File metadata and controls

688 lines (531 loc) · 26.8 KB

STAR-Flex: 10x Fixed RNA Profiling Pipeline

This document describes STAR-Flex, the Flex-specific module in STAR Suite.

Overview

STAR-Flex adds a pseudo-chromosome alignment pipeline for 10x Genomics Flex (Fixed RNA Profiling) samples using probes for transcript detection and RTL tags for multiplexing. A hybrid reference is generated with the regular genome and synthetic chromosomes for each probe. STAR's native alignment machinery quantifies probe alignment and uses genomic hits to confirm matches and detect off-probe noise. The rest of the workflow diverges from the standard STAR Solo workflow because RTL tags are on the same mate as the probe (not the cell barcode), so STAR's barcode/UMI correction and deduplication routines cannot be used. A fast inline path handles Flex-specific processing after alignment.

The Flex pipeline includes:

  • Sample tag detection during alignment identifies multiplexed sample barcodes
  • Inline hash capture stores CB/UMI/gene tuples directly in memory
  • Cell Barcode (CB) correction applies 1MM pseudocount-based correction (Cell Ranger compatible)
  • UMI correction uses clique-based 1MM deduplication
  • Cell filtering via OrdMag (simple EmptyDrops) or full EmptyDrops per sample
  • Tag occupancy filtering via Monte Carlo estimation of the expected distribution of samples per cell barcode
  • MEX output produces raw and per-sample filtered matrices

When --flex no (default), STAR behavior is identical to upstream.

Core Features Available in Flex Mode

The following features were originally developed in the STAR-Flex fork and are now part of STAR-core. They work with all STAR modes (bulk, single-cell, Flex). See the main suite README.md for full documentation and flags.

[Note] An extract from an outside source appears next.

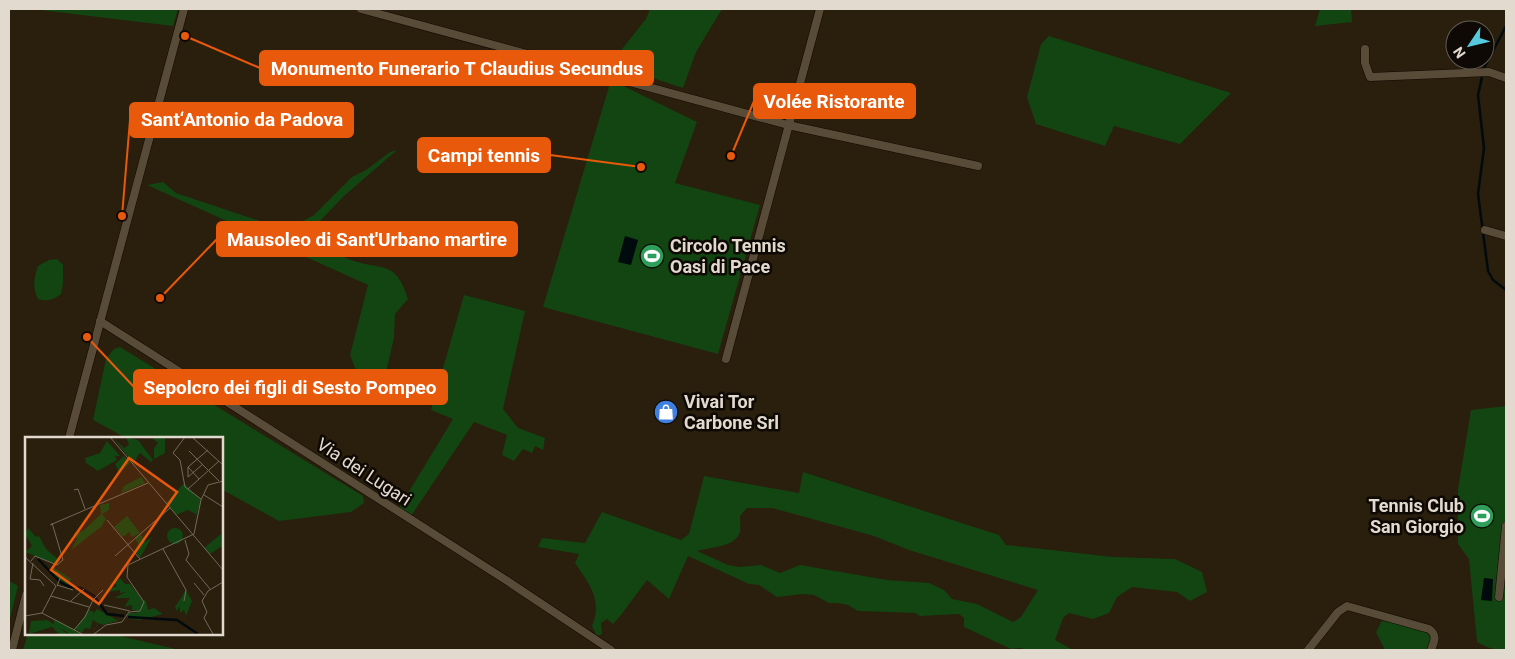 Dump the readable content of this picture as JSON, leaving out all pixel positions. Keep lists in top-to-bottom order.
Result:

  • Cutadapt-style trimming (--trimCutadapt Yes): See trimming docs.
  • TranscriptVB quantification (--quantMode TranscriptVB): VB/EM transcript-level quantification with Salmon parity.
  • SLAM-seq (--slamQuantMode 1): See slam/docs/SLAM_seq.md.
  • Spill-to-disk BAM sorting (--outBAMsortMethod samtools): Bounded-RAM coordinate sorting. Works with Flex.
  • Y-chromosome BAM/FASTQ splitting (--emitNoYBAM yes, --emitYNoYFastq yes): Split reads by chrY alignment. Developed for MorPHiC KOLF cell lines. Tested and validated with Flex in both sorted and unsorted modes (see tests/TEST_REPORT_Y_SPLIT_FLEX.md). See Y-chromosome BAM split docs.

STAR-Flex Extras

Index-Time Features

  • AutoIndex + CellRanger-style references: Optional reference download + integrity verification, CellRanger-style FASTA/GTF formatting, and automatic index creation in --genomeDir (--autoIndex, --forceIndex, --forceAllIndex).

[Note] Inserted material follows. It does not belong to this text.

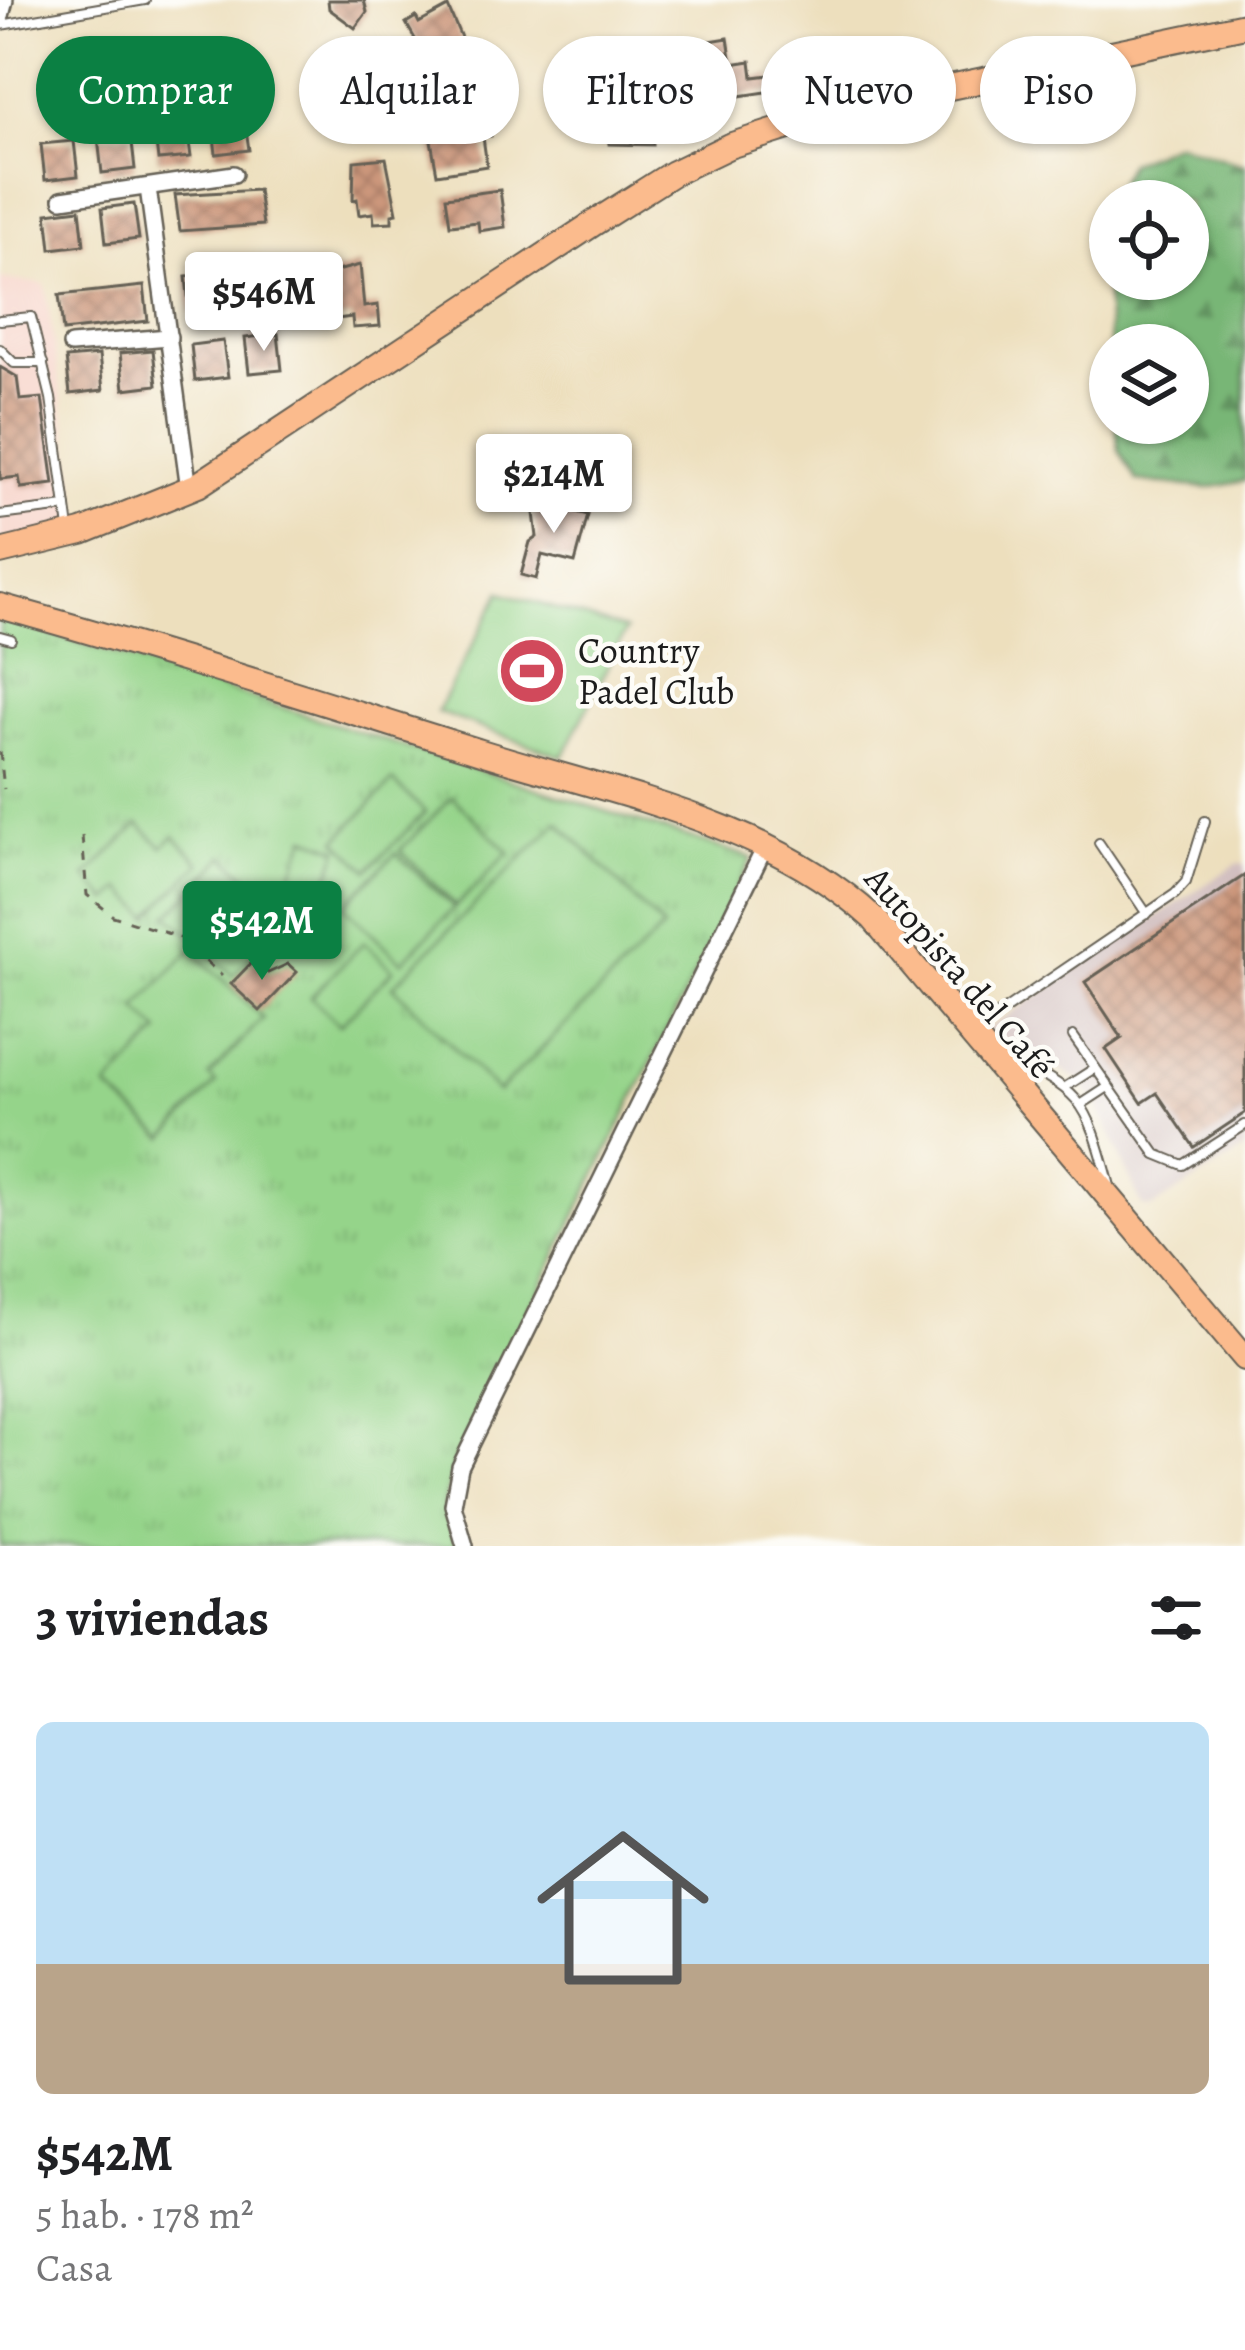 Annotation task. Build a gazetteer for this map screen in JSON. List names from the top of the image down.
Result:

  • Transcriptome FASTA Generation: Generate transcriptome.fa during index creation for Salmon quantification parity and TranscriptVB error modeling. Eliminates the need to run gffread/rsem-prepare-reference separately.

Flex-Specific Features

  • Flex Pipeline: Inline hash pipeline for 10x Genomics Flex (Fixed RNA Profiling) samples.

For complete parameter reference, see flex parameter docs (STAR-Flex-only flags) and upstream README.md (all other parameters).

For detailed technical documentation of the flex data flow and algorithms, see docs/flex_methodology.md.

Quick Start

STAR \
  --genomeDir /path/to/flex_reference \
  --readFilesIn R2.fastq.gz R1.fastq.gz \
  --readFilesCommand zcat \
  --soloType CB_UMI_Simple \
  --soloCBwhitelist /path/to/737K-fixed-rna-profiling.txt \
  --flex yes \
  --soloFlexExpectedCellsPerTag 3000 \
  --soloSampleWhitelist sample_whitelist.tsv \
  --soloProbeList probe_list.txt \
  --soloSampleProbes probe-barcodes-fixed-rna-profiling-rna.txt \
  --soloSampleProbeOffset 68 \
  --soloFlexOutputPrefix output/per_sample \
  --soloMultiMappers Rescue \
  --soloCBmatchWLtype 1MM_multi_Nbase_pseudocounts \
  --soloUMIfiltering MultiGeneUMI_CR \
  --soloUMIdedup 1MM_CR \
  --soloFeatures Gene \
  --outFileNamePrefix output/

Example: Y-Chromosome BAM Split

To split BAM output into Y and noY files:

STAR \
  --genomeDir /path/to/flex_reference \
  --readFilesIn R2.fastq.gz R1.fastq.gz \
  --readFilesCommand zcat \
  --soloType CB_UMI_Simple \
  --soloCBwhitelist /path/to/737K-fixed-rna-profiling.txt \
  --flex yes \
  --soloFlexExpectedCellsPerTag 3000 \
  --soloSampleWhitelist sample_whitelist.tsv \
  --soloProbeList probe_list.txt \
  --soloSampleProbes probe-barcodes-fixed-rna-profiling-rna.txt \
  --soloSampleProbeOffset 68 \
  --soloFlexOutputPrefix output/per_sample \
  --soloMultiMappers Rescue \
  --soloCBmatchWLtype 1MM_multi_Nbase_pseudocounts \
  --soloUMIfiltering MultiGeneUMI_CR \
  --soloUMIdedup 1MM_CR \
  --soloFeatures Gene \
  --outSAMtype BAM SortedByCoordinate \
  --emitNoYBAM yes \
  --outFileNamePrefix output/

This produces:

  • output/Aligned.sortedByCoord.out_Y.bam - Reads with any Y-chromosome alignment
  • output/Aligned.sortedByCoord.out_noY.bam - Reads with no Y-chromosome alignments
  • Primary BAM (output/Aligned.sortedByCoord.out.bam) is suppressed by default

To emit a read-name list for FASTQ filtering (with or without Y/noY BAMs):

STAR \
  ... \
  --emitYReadNames yes \
  --outFileNamePrefix output/

This writes output/Aligned.out_Y.names.txt by default (override with --YReadNamesOutput).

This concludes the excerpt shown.